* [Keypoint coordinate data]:

━━━━━━━━━━━━━━━━

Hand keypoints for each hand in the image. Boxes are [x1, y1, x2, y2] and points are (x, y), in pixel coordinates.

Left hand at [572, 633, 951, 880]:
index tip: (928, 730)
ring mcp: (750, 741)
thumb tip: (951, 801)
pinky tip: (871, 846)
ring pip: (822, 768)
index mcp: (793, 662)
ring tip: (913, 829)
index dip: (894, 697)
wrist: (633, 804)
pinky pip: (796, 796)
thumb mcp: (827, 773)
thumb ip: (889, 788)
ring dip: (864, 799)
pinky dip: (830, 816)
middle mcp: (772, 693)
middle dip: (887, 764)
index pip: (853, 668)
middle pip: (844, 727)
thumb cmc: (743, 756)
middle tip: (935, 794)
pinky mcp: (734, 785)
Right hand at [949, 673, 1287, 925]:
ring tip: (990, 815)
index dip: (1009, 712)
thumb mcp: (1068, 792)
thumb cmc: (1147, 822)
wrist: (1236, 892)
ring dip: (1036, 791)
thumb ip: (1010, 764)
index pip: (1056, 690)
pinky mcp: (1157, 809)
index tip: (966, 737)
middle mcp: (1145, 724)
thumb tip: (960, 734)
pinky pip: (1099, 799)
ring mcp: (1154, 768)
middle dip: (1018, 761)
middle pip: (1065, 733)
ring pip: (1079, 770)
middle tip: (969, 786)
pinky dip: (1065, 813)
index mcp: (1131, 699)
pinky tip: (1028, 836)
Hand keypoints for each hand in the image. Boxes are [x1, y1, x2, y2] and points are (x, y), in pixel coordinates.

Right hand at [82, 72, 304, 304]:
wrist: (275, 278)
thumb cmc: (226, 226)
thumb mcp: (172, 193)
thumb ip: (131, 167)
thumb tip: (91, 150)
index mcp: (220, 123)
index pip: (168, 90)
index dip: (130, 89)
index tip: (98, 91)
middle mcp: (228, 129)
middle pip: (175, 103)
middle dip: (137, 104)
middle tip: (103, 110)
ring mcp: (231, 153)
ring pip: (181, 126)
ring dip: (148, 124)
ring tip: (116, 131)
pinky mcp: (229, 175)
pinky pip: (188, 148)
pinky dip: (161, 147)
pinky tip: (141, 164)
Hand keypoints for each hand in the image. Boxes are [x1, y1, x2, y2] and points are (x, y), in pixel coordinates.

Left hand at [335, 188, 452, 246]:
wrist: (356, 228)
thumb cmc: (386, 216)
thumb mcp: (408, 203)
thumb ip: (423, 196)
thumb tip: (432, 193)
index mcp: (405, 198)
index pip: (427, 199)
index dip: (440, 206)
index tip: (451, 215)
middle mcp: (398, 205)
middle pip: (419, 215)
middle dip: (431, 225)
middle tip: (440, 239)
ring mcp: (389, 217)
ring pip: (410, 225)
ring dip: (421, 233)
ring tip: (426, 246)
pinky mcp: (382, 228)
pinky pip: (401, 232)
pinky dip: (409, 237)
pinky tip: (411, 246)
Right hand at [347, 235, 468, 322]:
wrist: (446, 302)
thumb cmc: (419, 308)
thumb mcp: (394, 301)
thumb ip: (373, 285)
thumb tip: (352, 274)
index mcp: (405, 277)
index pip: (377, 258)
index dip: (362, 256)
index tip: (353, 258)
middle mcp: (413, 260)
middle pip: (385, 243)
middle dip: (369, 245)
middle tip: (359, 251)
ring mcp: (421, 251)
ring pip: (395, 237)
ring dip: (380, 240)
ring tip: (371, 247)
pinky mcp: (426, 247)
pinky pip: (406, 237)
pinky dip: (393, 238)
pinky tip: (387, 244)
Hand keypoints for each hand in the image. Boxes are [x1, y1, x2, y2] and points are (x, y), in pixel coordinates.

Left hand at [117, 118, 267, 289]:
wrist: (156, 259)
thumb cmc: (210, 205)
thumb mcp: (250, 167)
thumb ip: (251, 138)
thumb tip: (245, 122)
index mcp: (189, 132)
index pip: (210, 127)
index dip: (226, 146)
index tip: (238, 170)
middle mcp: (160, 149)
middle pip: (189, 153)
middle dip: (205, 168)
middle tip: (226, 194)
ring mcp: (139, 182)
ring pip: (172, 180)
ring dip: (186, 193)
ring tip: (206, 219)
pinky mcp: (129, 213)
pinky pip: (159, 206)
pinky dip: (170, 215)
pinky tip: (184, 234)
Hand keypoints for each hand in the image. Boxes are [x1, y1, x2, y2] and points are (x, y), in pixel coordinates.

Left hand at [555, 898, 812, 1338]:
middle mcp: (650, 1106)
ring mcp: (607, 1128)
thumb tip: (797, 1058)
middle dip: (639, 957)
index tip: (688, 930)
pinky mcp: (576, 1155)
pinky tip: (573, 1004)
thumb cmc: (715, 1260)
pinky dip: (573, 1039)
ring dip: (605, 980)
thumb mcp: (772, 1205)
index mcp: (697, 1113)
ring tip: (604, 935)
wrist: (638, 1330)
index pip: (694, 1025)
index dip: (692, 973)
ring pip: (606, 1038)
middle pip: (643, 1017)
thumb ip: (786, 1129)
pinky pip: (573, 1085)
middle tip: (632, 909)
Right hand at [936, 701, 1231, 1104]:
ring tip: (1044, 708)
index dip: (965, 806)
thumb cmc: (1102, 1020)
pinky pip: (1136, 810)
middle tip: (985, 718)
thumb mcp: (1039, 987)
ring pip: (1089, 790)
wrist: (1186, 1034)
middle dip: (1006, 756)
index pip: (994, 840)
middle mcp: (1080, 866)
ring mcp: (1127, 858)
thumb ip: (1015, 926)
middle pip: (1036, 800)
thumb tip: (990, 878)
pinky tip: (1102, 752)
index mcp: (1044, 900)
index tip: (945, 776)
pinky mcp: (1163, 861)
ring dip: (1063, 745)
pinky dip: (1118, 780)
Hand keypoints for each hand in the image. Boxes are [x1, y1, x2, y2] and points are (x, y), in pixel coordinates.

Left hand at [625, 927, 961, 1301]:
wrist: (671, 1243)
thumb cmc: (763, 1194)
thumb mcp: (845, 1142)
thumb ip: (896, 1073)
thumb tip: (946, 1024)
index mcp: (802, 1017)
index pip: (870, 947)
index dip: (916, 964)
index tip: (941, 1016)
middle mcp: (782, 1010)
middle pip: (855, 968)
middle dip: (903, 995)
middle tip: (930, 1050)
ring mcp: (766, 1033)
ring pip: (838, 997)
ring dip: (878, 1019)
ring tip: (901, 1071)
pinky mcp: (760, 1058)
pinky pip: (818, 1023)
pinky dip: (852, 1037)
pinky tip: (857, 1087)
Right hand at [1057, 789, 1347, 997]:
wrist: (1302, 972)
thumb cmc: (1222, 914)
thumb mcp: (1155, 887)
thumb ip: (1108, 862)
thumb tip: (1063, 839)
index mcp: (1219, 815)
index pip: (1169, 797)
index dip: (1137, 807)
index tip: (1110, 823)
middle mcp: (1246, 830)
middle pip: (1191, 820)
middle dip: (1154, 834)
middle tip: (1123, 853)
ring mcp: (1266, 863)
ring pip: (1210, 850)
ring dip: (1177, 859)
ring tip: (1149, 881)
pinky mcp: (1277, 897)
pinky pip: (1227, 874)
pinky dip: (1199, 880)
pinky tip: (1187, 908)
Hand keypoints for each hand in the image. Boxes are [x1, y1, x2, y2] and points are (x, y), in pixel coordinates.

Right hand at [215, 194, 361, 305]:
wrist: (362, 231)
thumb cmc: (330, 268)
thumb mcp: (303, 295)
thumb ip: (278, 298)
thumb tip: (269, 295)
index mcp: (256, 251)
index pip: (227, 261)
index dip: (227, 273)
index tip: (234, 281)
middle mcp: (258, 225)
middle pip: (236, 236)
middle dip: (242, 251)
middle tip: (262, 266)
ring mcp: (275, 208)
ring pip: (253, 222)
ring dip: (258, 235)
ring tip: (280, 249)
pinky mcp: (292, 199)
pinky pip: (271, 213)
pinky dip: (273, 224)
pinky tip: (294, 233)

━━━━━━━━━━━━━━━━

* [EXERCISE INSTRUCTIONS]: Every line from the first entry to the line containing "middle tip: (103, 110)" should be transcribed exactly, and nothing beyond it.

* [SOLUTION TO THIS TASK]:
Hand keypoints for each hand in the image. Boxes are [x1, y1, x2, y2] and points are (x, y), in pixel coordinates.

Left hand at [572, 633, 951, 880]:
index tip: (928, 730)
ring mcp: (750, 741)
thumb tip: (951, 801)
pinky tip: (871, 846)
ring pip: (822, 768)
index mcp: (793, 662)
ring tip: (913, 829)
index dip: (894, 697)
wrist: (633, 804)
pinky pip: (796, 796)
thumb mcp: (827, 773)
thumb ip: (889, 788)
ring dip: (864, 799)
pinky dip: (830, 816)
middle mcp: (772, 693)
middle dip: (887, 764)
index pip: (853, 668)
middle pip: (844, 727)
thumb cmc: (743, 756)
middle tip: (935, 794)
pinky mcp: (734, 785)
Right hand at [949, 673, 1287, 925]:
ring tip: (990, 815)
index dip: (1009, 712)
thumb mcp: (1068, 792)
thumb cmc: (1147, 822)
wrist: (1236, 892)
ring dip: (1036, 791)
thumb ip: (1010, 764)
index pip: (1056, 690)
pinky mcp: (1157, 809)
index tip: (966, 737)
middle mcp: (1145, 724)
thumb tip: (960, 734)
pinky pip: (1099, 799)
ring mcp: (1154, 768)
middle dip: (1018, 761)
middle pip: (1065, 733)
ring pip: (1079, 770)
middle tip: (969, 786)
pinky dip: (1065, 813)
index mcp: (1131, 699)
pinky tip: (1028, 836)
Hand keypoints for each hand in the image. Boxes are [x1, y1, x2, y2] and points are (x, y), in pixel coordinates.

Right hand at [82, 72, 304, 304]:
wrist: (275, 278)
thumb cmc: (226, 226)
thumb mcp: (172, 193)
thumb ip: (131, 167)
thumb tip: (91, 150)
index mcp: (220, 123)
index pip: (168, 90)
index dip: (130, 89)
index tip: (98, 91)
middle mcp: (228, 129)
middle pip: (175, 103)
middle dip: (137, 104)
middle tip: (103, 110)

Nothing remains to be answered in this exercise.